This time, she tackles death, or, as she calls it, the Good Death. More precisely, it’s the soldier’s attempt to maintain dignity when confronted with the war’s greatest indignity, anonymous death. Even when writing about the unknown slain stomped deep into mass graves, Faust invests her subjects with significance, granting the soldiers a Good Death a century after their first.
Faust’s humor emerges subtly, the finest example coming when she turns her attention to the fashion of mourning. Women at home bought rich black silks and velvets to mark the socially-required mourning that could last up to two and a half years. At one store in Philadelphia women could purchase black fabrics of every design in July 1863—which was, Faust devilishly adds, “just in time for Gettysburg.”
It takes great talent to make a reader laugh while writing about the Civil War. No one, even the fashionable lady mourner, is exempt from Faust’s wit. Everyone’s story—whether they’re a private or a general, a slave or a Harvard scholar—is fair game. Faust tells us about Walt Whitman’s attempts to nurse wounded soldiers, Clara Barton’s mission to exhume and identify the bodies of unknown soldiers, and Oliver Wendell Holmes, Sr.’s (if you were wondering, Class of 1836) search for his soldier son. But she’s most concerned with the men who were buried under cracker boxes scrawled with the name “Unknown,” if they were even buried at all.
The work of interring, marking, and mourning the dead changed the way Americans approached politics, culture, and God. The war, Faust argues, popularized America’s two greatest products: sentimentality and irony.
Her research relies on soldiers’ letters culled from archives around the country. By attaching these voices to names, Faust defines each one’s individuality and grants her subjects intimacy and dignity. The effect is akin to reading a neighbor’s home-printed Christmas letter that’s sprinkled with updates on 10-year-old Sammy’s Little League triumphs.

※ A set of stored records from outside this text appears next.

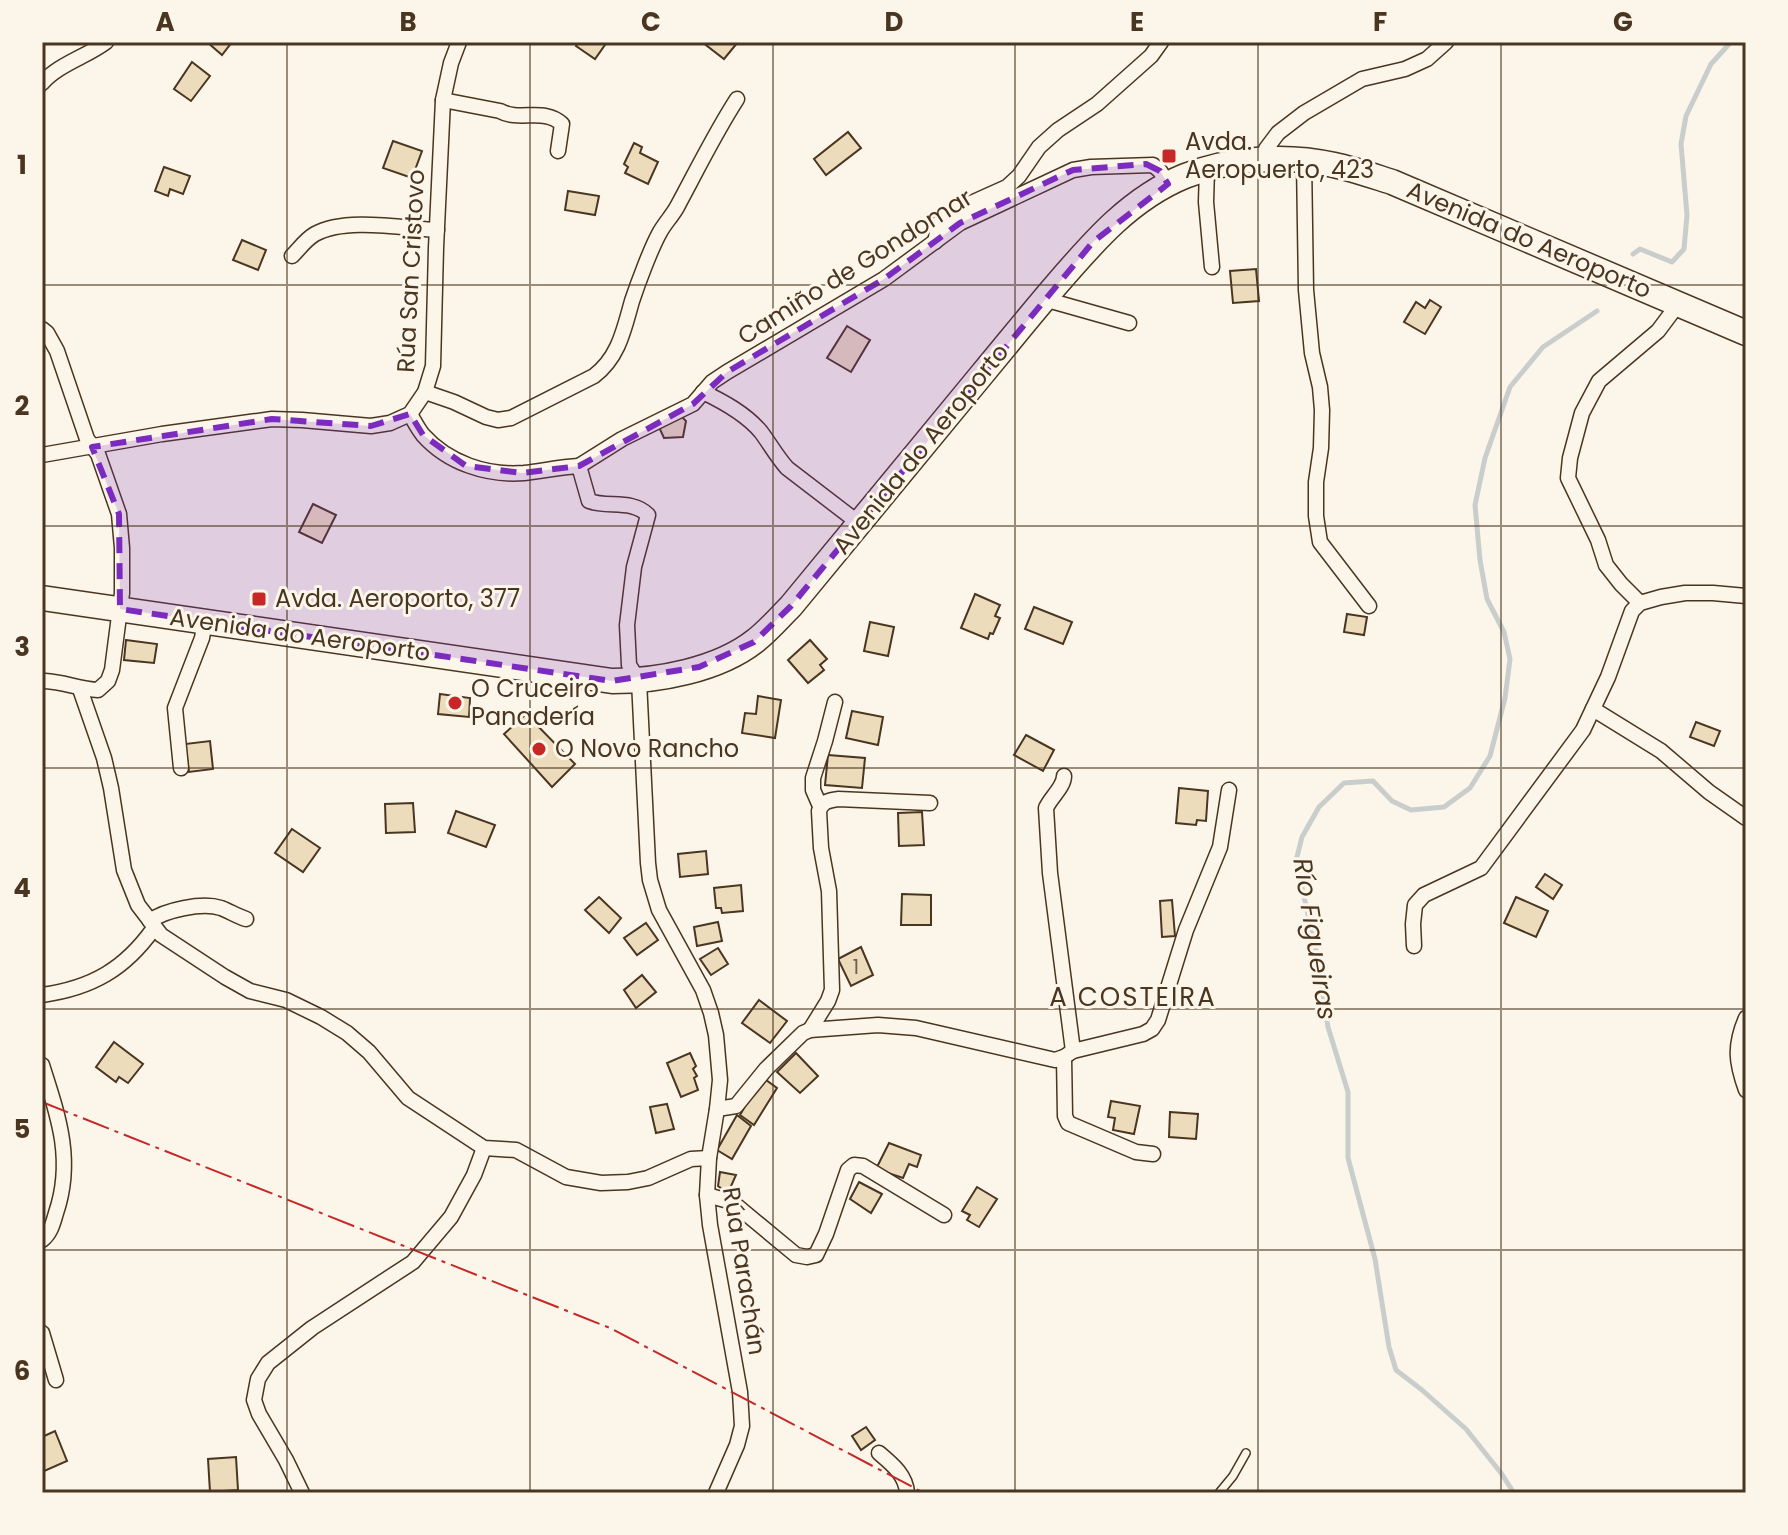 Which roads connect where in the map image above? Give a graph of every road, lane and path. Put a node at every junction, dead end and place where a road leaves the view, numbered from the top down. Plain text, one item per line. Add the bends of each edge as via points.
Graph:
1 (106, 42) edge
2 (459, 42) edge
3 (1161, 42) edge
4 (1446, 42) edge
5 (42, 83) edge
6 (737, 99) dead end
7 (443, 100) junction
8 (558, 151) dead end
9 (1266, 160) junction
10 (1304, 161) junction
11 (1207, 169) junction
12 (1168, 184) junction
13 (437, 230) junction
14 (935, 242) junction
15 (292, 256) dead end
16 (1212, 267) dead end
17 (1044, 299) junction
18 (1679, 303) junction
19 (1129, 323) dead end
20 (42, 329) edge
21 (1746, 333) edge
22 (425, 392) junction
23 (703, 392) junction
24 (410, 414) junction
25 (92, 447) junction
26 (42, 455) edge
27 (579, 466) junction
28 (860, 524) junction
29 (1746, 596) edge
30 (42, 598) edge
31 (1640, 603) junction
32 (1369, 606) dead end
33 (120, 609) junction
34 (205, 621) junction
35 (43, 677) edge
36 (639, 681) junction
37 (80, 689) junction
38 (835, 702) dead end
39 (1593, 709) junction
40 (181, 768) dead end
41 (1064, 776) dead end
42 (1229, 790) dead end
43 (930, 803) dead end
44 (820, 806) junction
45 (1746, 818) edge
46 (246, 919) dead end
47 (152, 925) junction
48 (1414, 946) dead end
49 (42, 995) edge
50 (1746, 1018) edge
51 (810, 1030) junction
52 (1069, 1054) junction
53 (42, 1065) edge
54 (1746, 1090) edge
55 (717, 1109) junction
56 (484, 1148) junction
57 (1153, 1154) dead end
58 (709, 1158) junction
59 (707, 1195) junction
60 (944, 1215) dead end
61 (42, 1240) edge
62 (42, 1333) edge
63 (56, 1380) dead end
64 (879, 1453) dead end
65 (1246, 1453) dead end
66 (302, 1493) edge
67 (716, 1493) edge
68 (907, 1493) edge
69 (1219, 1493) edge

1 - 5 street
2 - 7 street, Rúa San Cristovo
3 - 14 street via 1097,104 1039,147 1007,187 939,223
4 - 9 street via 1427,59 1362,79 1304,113 1278,133 1266,149
6 - 22 street via 659,233 626,328 604,368 498,420
7 - 8 street via 508,116 555,118 562,124
7 - 13 street, Rúa San Cristovo
9 - 10 main road, Avenida do Aeroporto
9 - 11 main road, Avenida do Aeroporto
10 - 18 main road, Avenida do Aeroporto via 1392,182
10 - 32 street via 1306,290 1322,410 1316,516 1320,542
11 - 12 main road, Avenida do Aeroporto
11 - 16 street
12 - 14 street, Camiño de Gondomar via 1153,165 1073,170 960,223
12 - 17 main road, Avenida do Aeroporto via 1112,223
13 - 15 street via 330,227 312,235
13 - 22 street, Rúa San Cristovo via 433,366
14 - 23 street, Camiño de Gondomar
17 - 19 street
17 - 28 main road, Avenida do Aeroporto
18 - 21 main road, Avenida do Aeroporto
18 - 31 street via 1658,331 1599,381 1582,413 1570,458 1568,478 1606,565
20 - 25 street via 57,351
22 - 24 street, Rúa San Cristovo
23 - 27 street, Camiño de Gondomar via 693,404
23 - 28 street via 745,417 787,468
24 - 25 street via 371,426 272,419
24 - 27 street, Camiño de Gondomar via 423,435 466,466 522,473
25 - 26 street
25 - 33 street via 119,514
27 - 36 street via 589,501 640,508 648,515 634,567 627,625 629,665
28 - 36 main road, Avenida do Aeroporto via 754,642 718,661
29 - 31 street via 1685,593
30 - 33 main road, Avenida do Aeroporto
31 - 39 street via 1632,611
33 - 34 main road, Avenida do Aeroporto
33 - 37 street via 108,681 98,690
34 - 36 main road, Avenida do Aeroporto
34 - 40 street via 175,708
35 - 37 street
36 - 55 street, Rúa Parachán via 650,880 659,910 711,1013 720,1080
37 - 47 street via 104,758 124,870
38 - 44 street via 813,778
39 - 45 street via 1661,751
39 - 48 street via 1481,868 1424,895 1415,905
41 - 52 street via 1046,808
42 - 52 street via 1220,847 1186,930 1158,1020 1143,1034
43 - 44 street via 838,799
44 - 51 street via 832,990
46 - 47 street via 210,906 169,911
47 - 49 street via 141,947 106,976
47 - 56 street via 250,991 286,1000 347,1033 408,1098
50 - 54 street via 1737,1047
51 - 52 street via 897,1026 1055,1060
51 - 55 street via 766,1069 736,1106
52 - 57 street via 1068,1123
53 - 61 street via 59,1117 65,1158 62,1195
55 - 58 street, Rúa Parachán
56 - 58 street via 516,1150 566,1177 601,1183 648,1178 691,1159
56 - 66 street via 451,1217 413,1262 312,1328 268,1363 258,1379 254,1400 259,1414
58 - 59 street, Rúa Parachán
59 - 60 street via 732,1202 796,1255 807,1257 816,1255 854,1165
59 - 67 street, Rúa Parachán via 742,1426
62 - 63 street
64 - 68 street via 897,1468
65 - 69 lane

Luckily, Faust has a good ear for picking just the right words. One teenager, “Nannie Haskins of Tennessee,” takes offense when told her black mourning dress becomes her. “‘Becomes me fiddlestick,’” Faust quotes Haskins as writing. “‘What do I care whether it becomes me or not?’” Haskins’ anger seethes off the page.
Despite her extensive research, Faust gracefully weaves her sources into the text. The quotes create the illusion that the dead are still speaking to the reader. Faust writes about the efforts of spiritualists to believe in an afterlife for their slain kin, but she’s the one summoning spirits. She calls them the Civil War Dead, in all capital letters, as if these bodies together constitute a single breathing being.
In the process of conjuring up these voices, Faust obscures her own—but given the sacrifices of those she honors, that may be a necessary loss.